My question is this: Is it required to move your class to a separate module for a functional reason or is it solely for readability? I can perform all the same task using defined functions within my main module so what is the need for the class if any outside of readability?
Modules are structuring tools that provide encapsulation. In other words, modules are structures that combine your logic and data into one compartment, in the module itself. When you code a module, you should be consistent. To make a module consistent you must define its purpose: does my module provide tools? What type of tools? String tools? Numericals tools...?
For example, let's assume you're coding a program that processes numbers. Typically, you would use the builtin math module, and for some specialized purposes you might need to code some functions and classes that process your numbers according to your needs. If you read the documentation of math builtin module, you'll find math defines classes ad functions that relate to math but no classes or functions that process strings for instance, this is cohesion--unifying the purpose of your module.
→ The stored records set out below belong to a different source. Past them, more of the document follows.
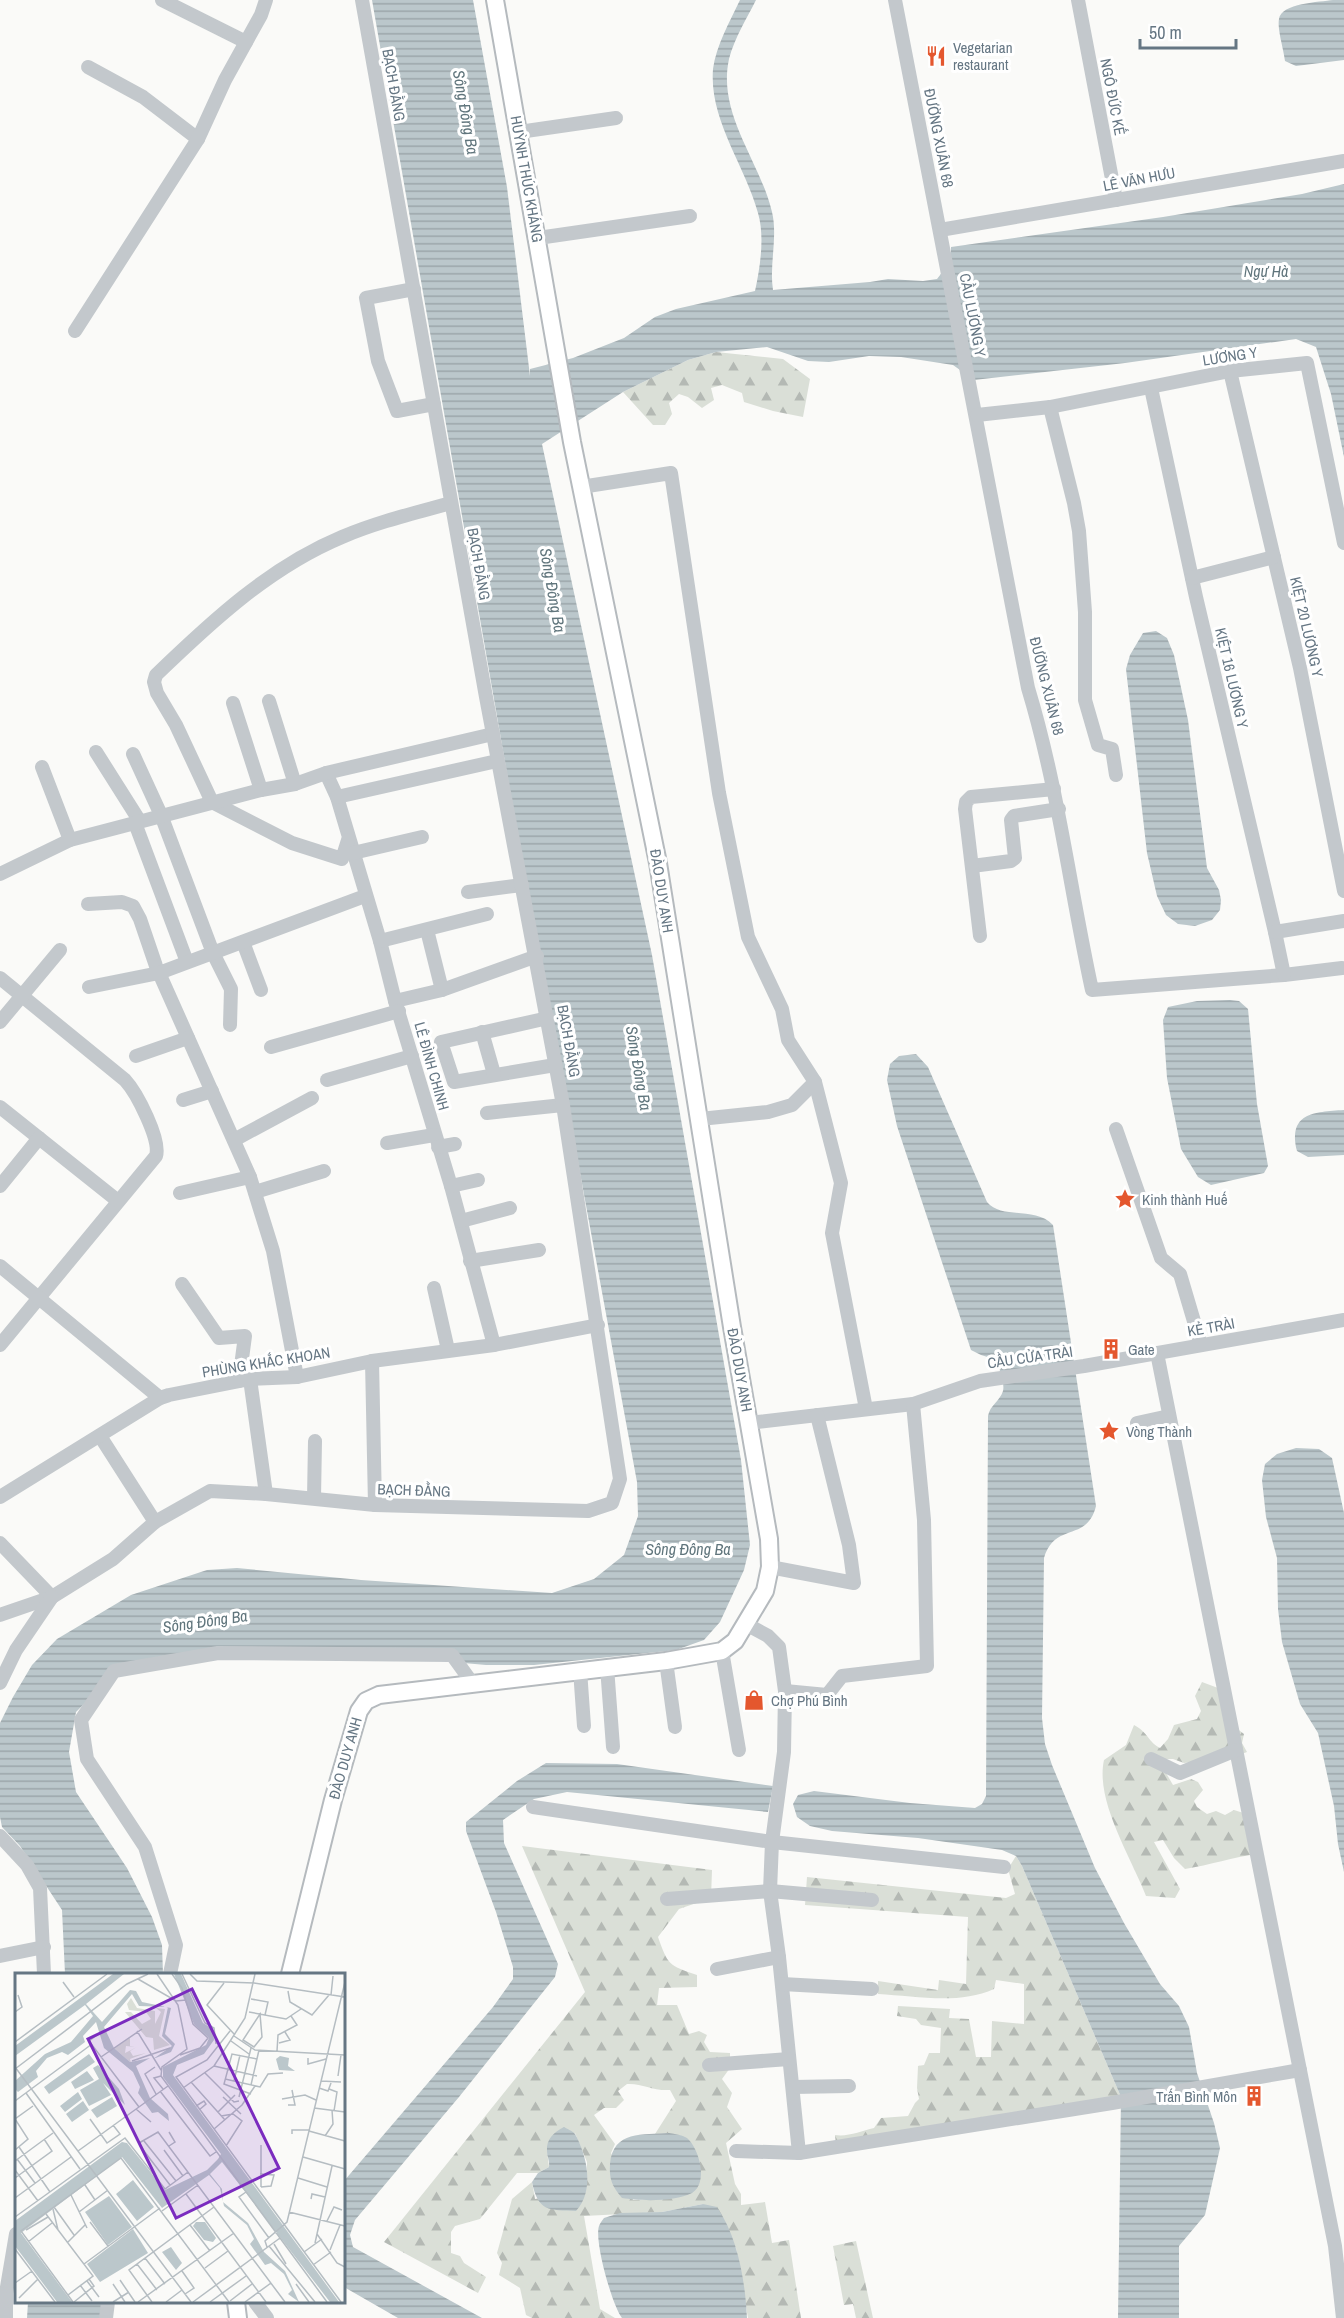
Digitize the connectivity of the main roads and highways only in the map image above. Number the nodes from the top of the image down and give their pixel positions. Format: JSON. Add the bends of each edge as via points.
{"nodes":[{"id":1,"x":495,"y":0,"type":"edge"},
{"id":2,"x":572,"y":442,"type":"joint"},
{"id":3,"x":290,"y":1973,"type":"edge"},
{"id":4,"x":236,"y":2303,"type":"edge"},
{"id":5,"x":238,"y":2318,"type":"edge"}],
"edges":[{"from":1,"to":2,"type":"main road","name":"HUỲNH THÚC KHÁNG"},
{"from":2,"to":3,"type":"main road","name":"ĐÀO DUY ANH","via":[[658,863],[769,1539],[770,1567],[765,1591],[735,1641],[722,1651],[379,1695],[366,1701],[359,1711],[333,1800]]},
{"from":4,"to":5,"type":"main road"}]}
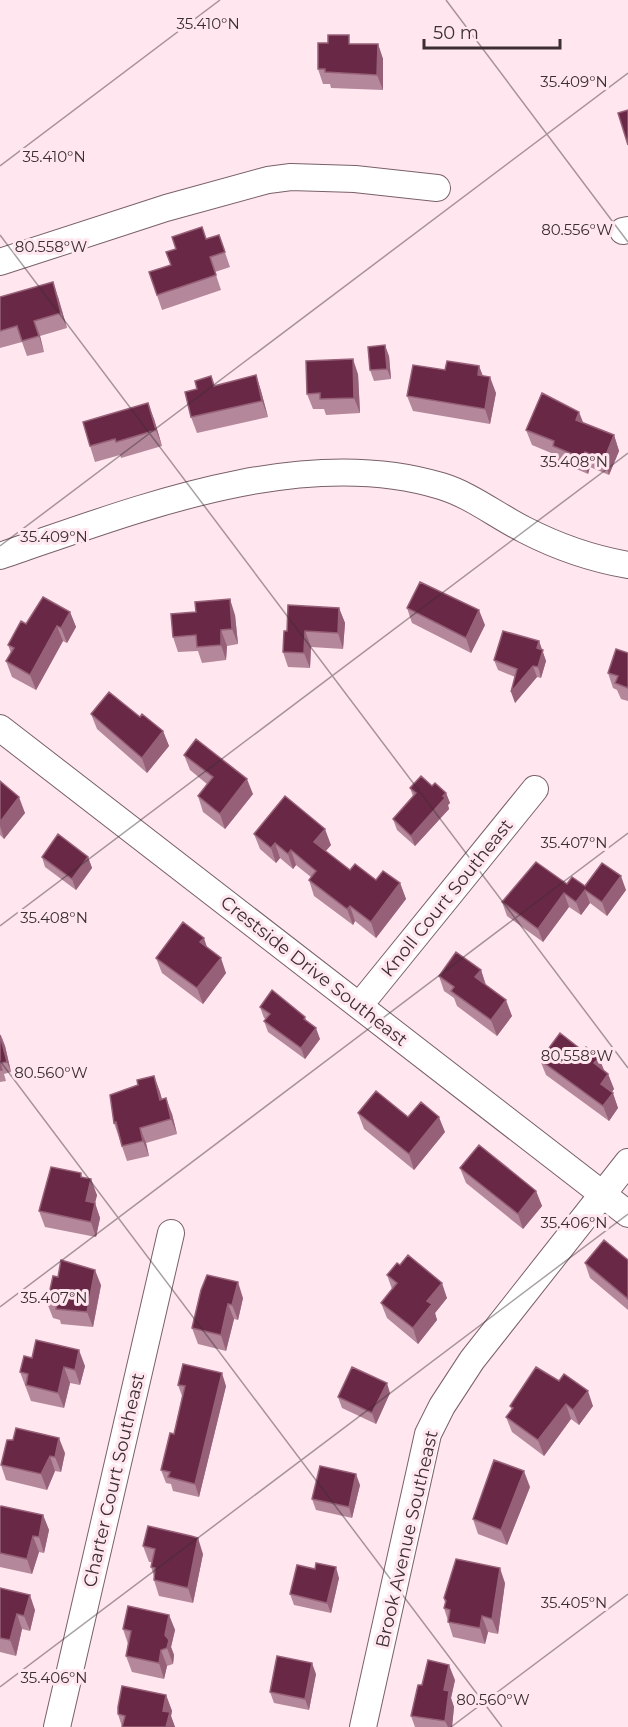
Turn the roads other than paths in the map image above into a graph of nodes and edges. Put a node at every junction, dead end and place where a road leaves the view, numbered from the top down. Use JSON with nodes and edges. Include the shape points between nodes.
{"nodes":[{"id":1,"x":437,"y":188,"type":"dead end"},
{"id":2,"x":0,"y":262,"type":"edge"},
{"id":3,"x":0,"y":556,"type":"edge"},
{"id":4,"x":628,"y":565,"type":"edge"},
{"id":5,"x":0,"y":728,"type":"edge"},
{"id":6,"x":535,"y":789,"type":"dead end"},
{"id":7,"x":359,"y":1006,"type":"junction"},
{"id":8,"x":628,"y":1162,"type":"edge"},
{"id":9,"x":603,"y":1194,"type":"junction"},
{"id":10,"x":628,"y":1214,"type":"edge"},
{"id":11,"x":171,"y":1233,"type":"dead end"},
{"id":12,"x":57,"y":1727,"type":"edge"},
{"id":13,"x":363,"y":1727,"type":"edge"}],
"edges":[{"from":1,"to":2,"type":"street","via":[[355,179],[268,180],[166,208]]},
{"from":3,"to":4,"type":"street","via":[[197,492],[341,471],[404,476],[443,486],[526,530],[586,554]]},
{"from":5,"to":7,"type":"street","name":"Crestside Drive Southeast"},
{"from":6,"to":7,"type":"street","name":"Knoll Court Southeast"},
{"from":7,"to":9,"type":"street","name":"Crestside Drive Southeast"},
{"from":8,"to":9,"type":"street","name":"Brook Avenue Southeast"},
{"from":9,"to":10,"type":"street","name":"Crestside Drive Southeast"},
{"from":9,"to":13,"type":"street","name":"Brook Avenue Southeast","via":[[472,1360],[428,1434]]},
{"from":11,"to":12,"type":"street","name":"Charter Court Southeast"}]}
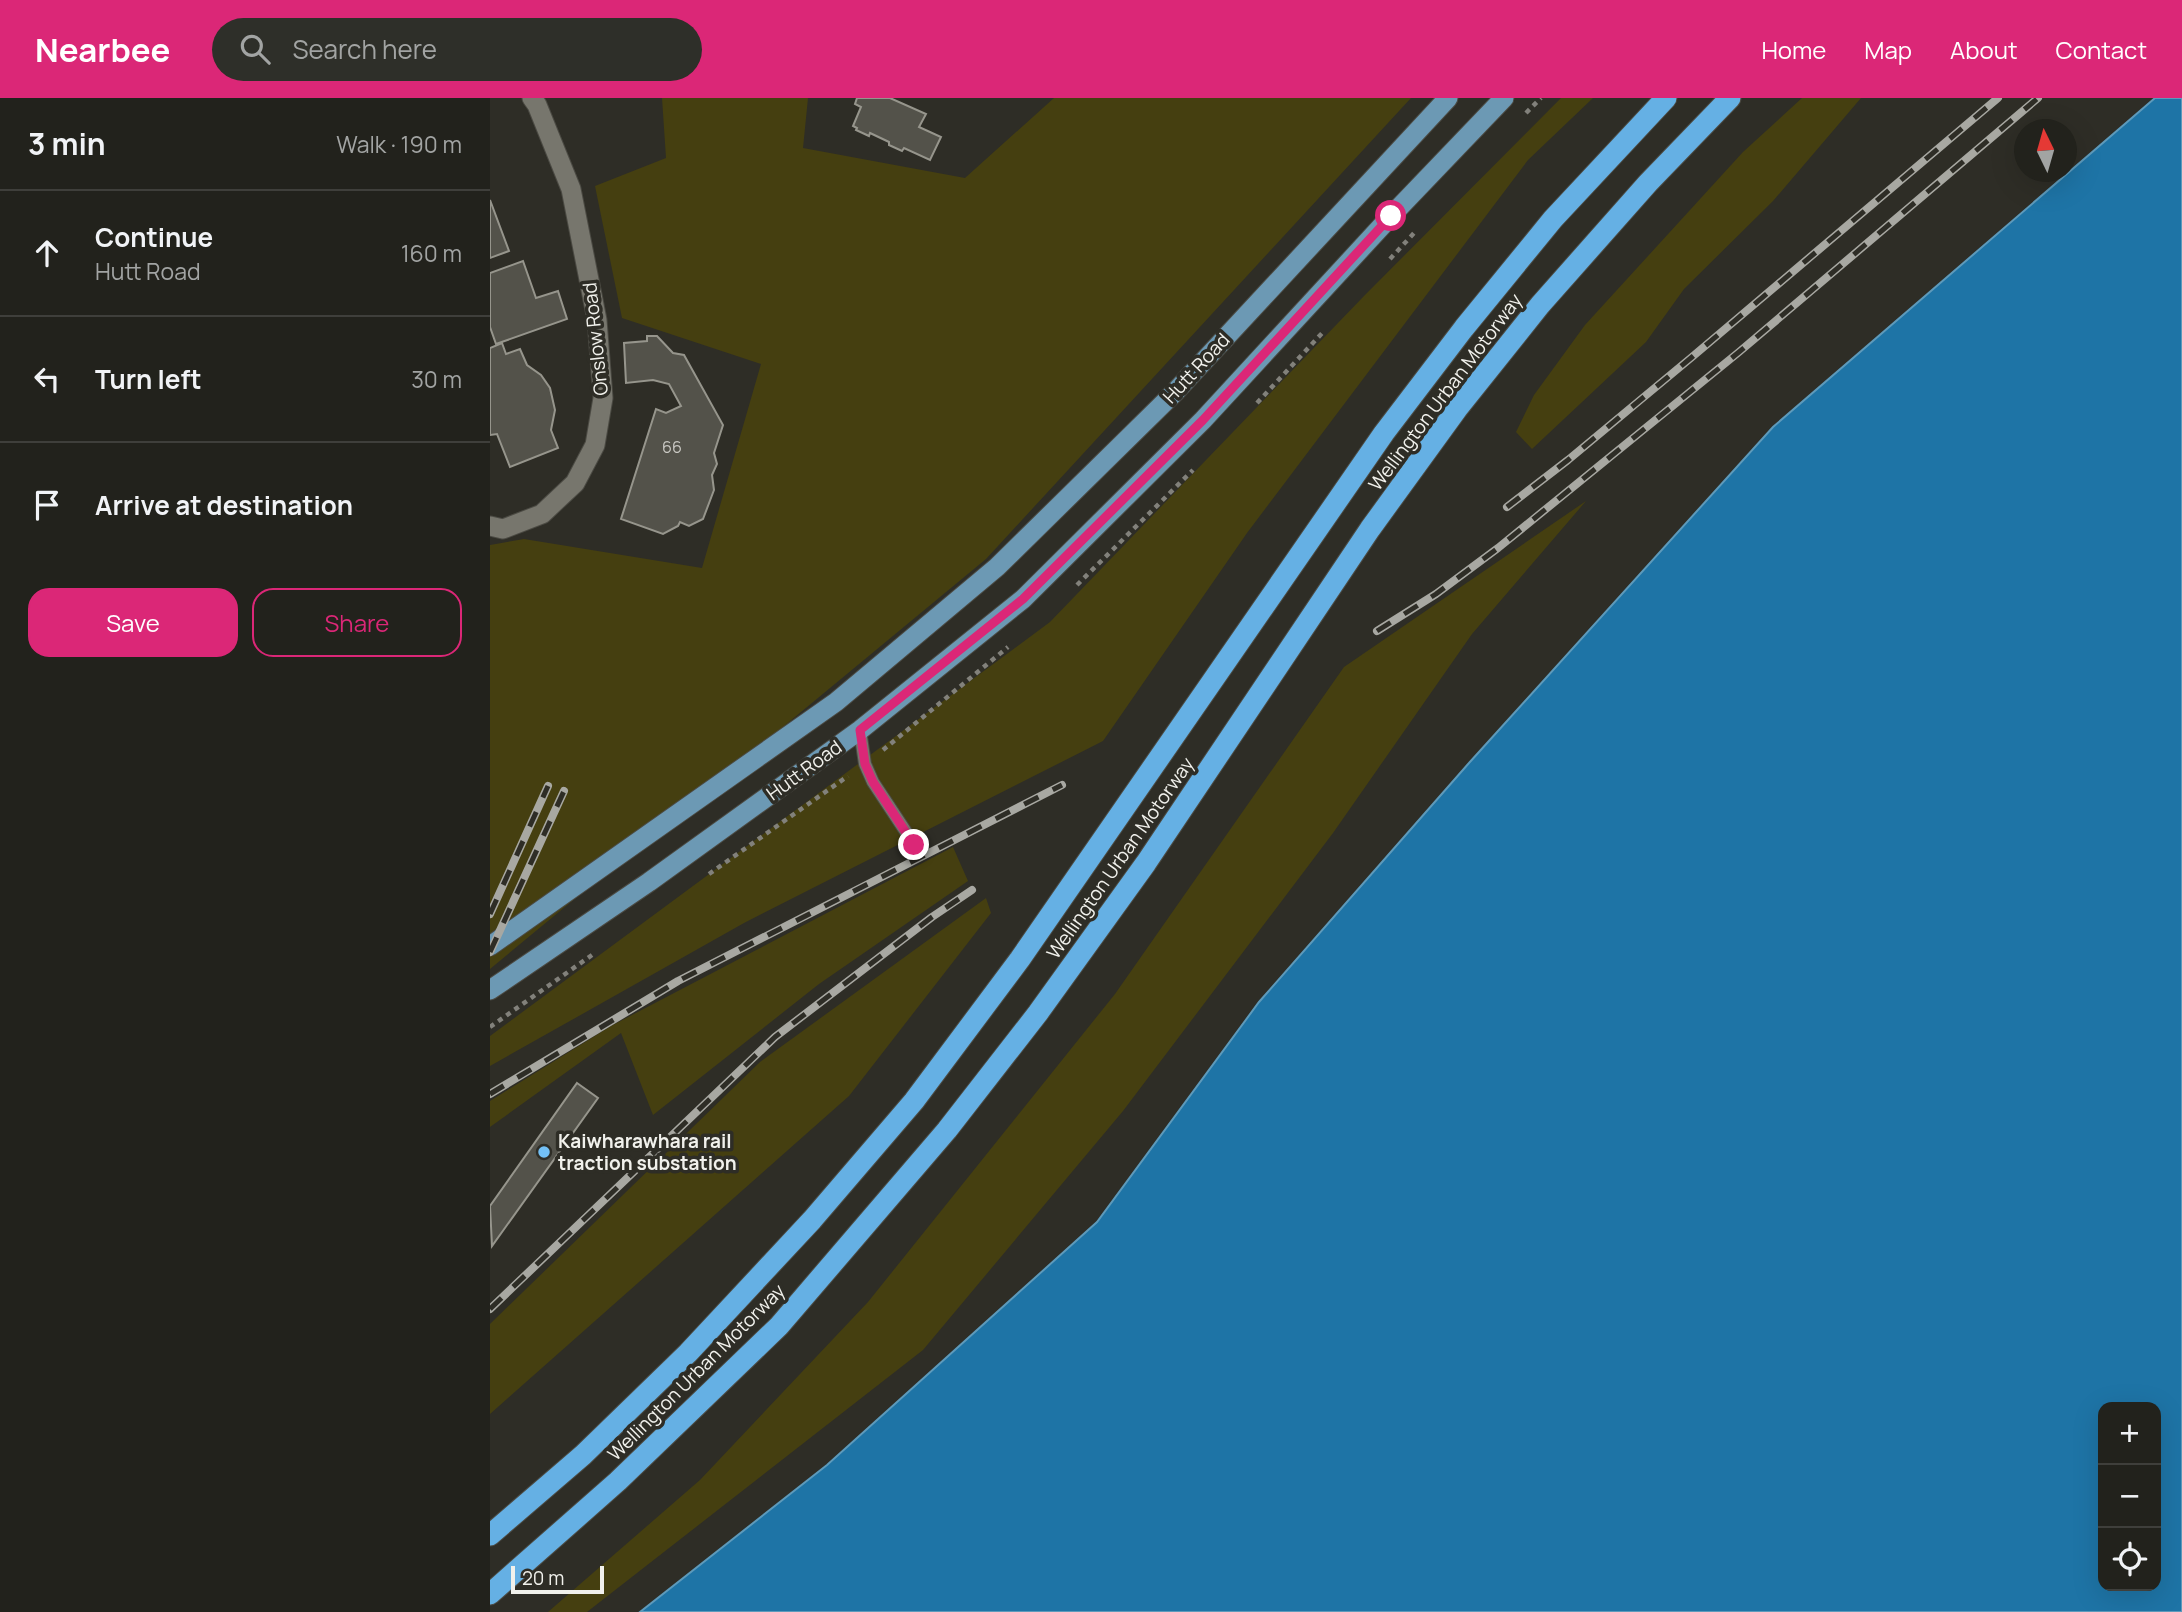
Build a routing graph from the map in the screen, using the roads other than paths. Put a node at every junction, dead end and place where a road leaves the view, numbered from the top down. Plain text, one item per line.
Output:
1 (532, 98) edge
2 (1448, 98) edge
3 (1504, 98) edge
4 (1666, 98) edge
5 (1730, 98) edge
6 (490, 526) edge
7 (860, 730) junction
8 (914, 845) dead end
9 (490, 946) edge
10 (490, 990) edge
11 (490, 1535) edge
12 (490, 1594) edge

1 - 6 main road, Onslow Road
2 - 9 main road, Hutt Road
3 - 7 main road, Hutt Road
4 - 11 highway, Wellington Urban Motorway
5 - 12 highway, Wellington Urban Motorway
7 - 8 lane
7 - 10 main road, Hutt Road

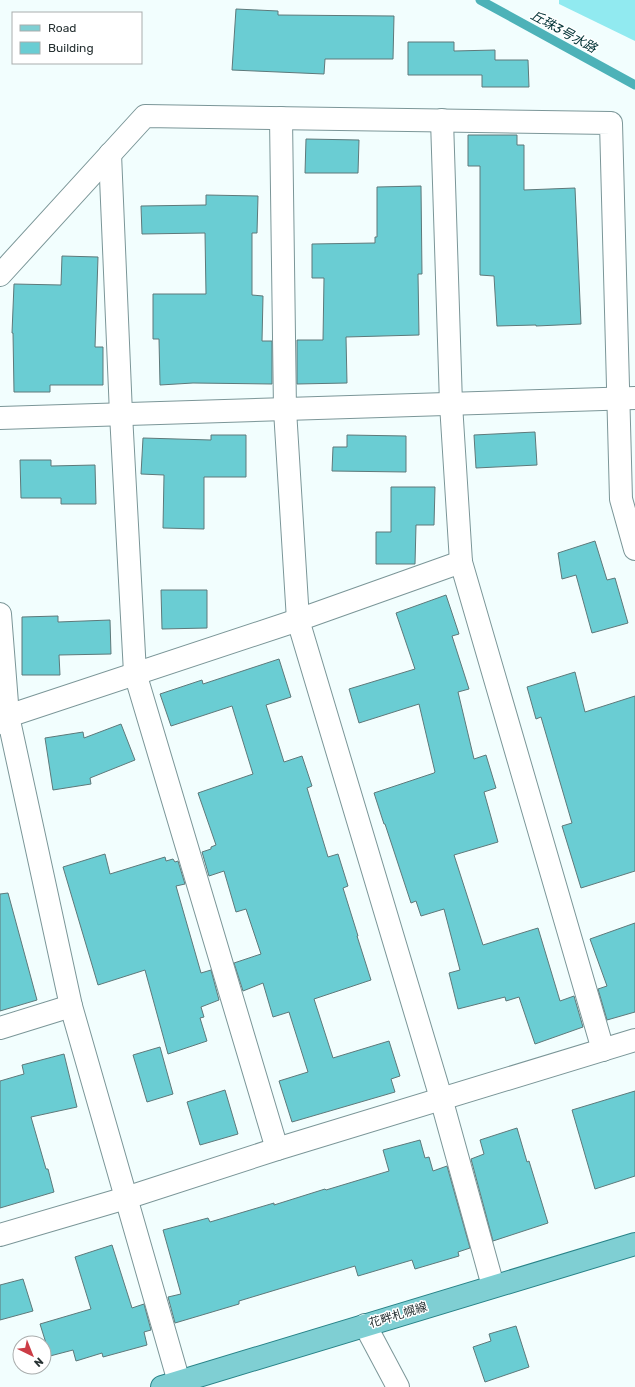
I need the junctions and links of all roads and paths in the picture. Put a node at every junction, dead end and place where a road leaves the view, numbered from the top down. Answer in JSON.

Keep in mind, maximizing cohesion, minimizes coupling. That's, when you keep your module unified, you make it less likely to be dependent on other modules.
Is it required to move your Class to a separate module for a functional reason or is it solely for readability?
If that specific class doesn't relate to your module, then you're probably better off moving that class to another module. Definitely, This is not a valid statement all the time. Suppose you're coding a relatively small program and you don't really need to define a large number of tools that you'll use in your small program, coding your class in your main module doesn't hurt at all. In larger applications where you need to write dozens of tools on the other hand, it's better to split your program to modules with specified purposes, myStringTools, myMath, main and many other modules. Structuring your program with modules and packages enhances maintenance.
If you need to delve deeper read about Modular programming, it'll help you grasp the idea even better.
You can do as you please. If the code for your classes is short, putting them all in your main script is fine. If they're longish, then splitting them out into separate files is a useful organizing technique (that has the added benefit of the code in them no getting recompiled into byte-code everytime the the script they are used in is run.
Putting them in modules also encourages their reuse since they're no longer mixed in with a lot of other unrelated stuff.
Lastly, they may be useful because modules are esstentially singleton objects, meaning that there's only once instance of them in your program which is created the first time it's imported. Later imports in other modules will just reuse the existing instance. This can be a nice way to do initialize that only has to be done once.
I created a module named util that provides classes and functions I often use in Python.
Some of them need imported features. What are the pros and the cons of importing needed things inside class/function definition? Is it better than import at the beginning of a module file? Is it a good idea?
It's the most common style to put every import at the top of the file. PEP 8 recommends it, which is a good reason to do it to start with. But that's not a whim, it has advantages (although not critical enough to make everything else a crime). It allows finding all imports at a glance, as opposed to looking through the whole file. It also ensures everything is imported before any other code (which may depend on some imports) is executed. NameErrors are usually easy to resolve, but they can be annoying.
There's no (significant) namespace pollution to be avoided by keeping the module in a smaller scope, since all you add is the actual module (no, import * doesn't count and probably shouldn't be used anyway). Inside functions, you'd import again on every call (not really harmful since everything is imported once, but uncalled for).
PEP8, the Python style guide, states that:
Imports are always put at the top of
the file, just after any module
comments and docstrings, and before module globals and constants.
Of course this is no hard and fast rule, and imports can go anywhere you want them to. But putting them at the top is the best way to go about it. You can of course import within functions or a class.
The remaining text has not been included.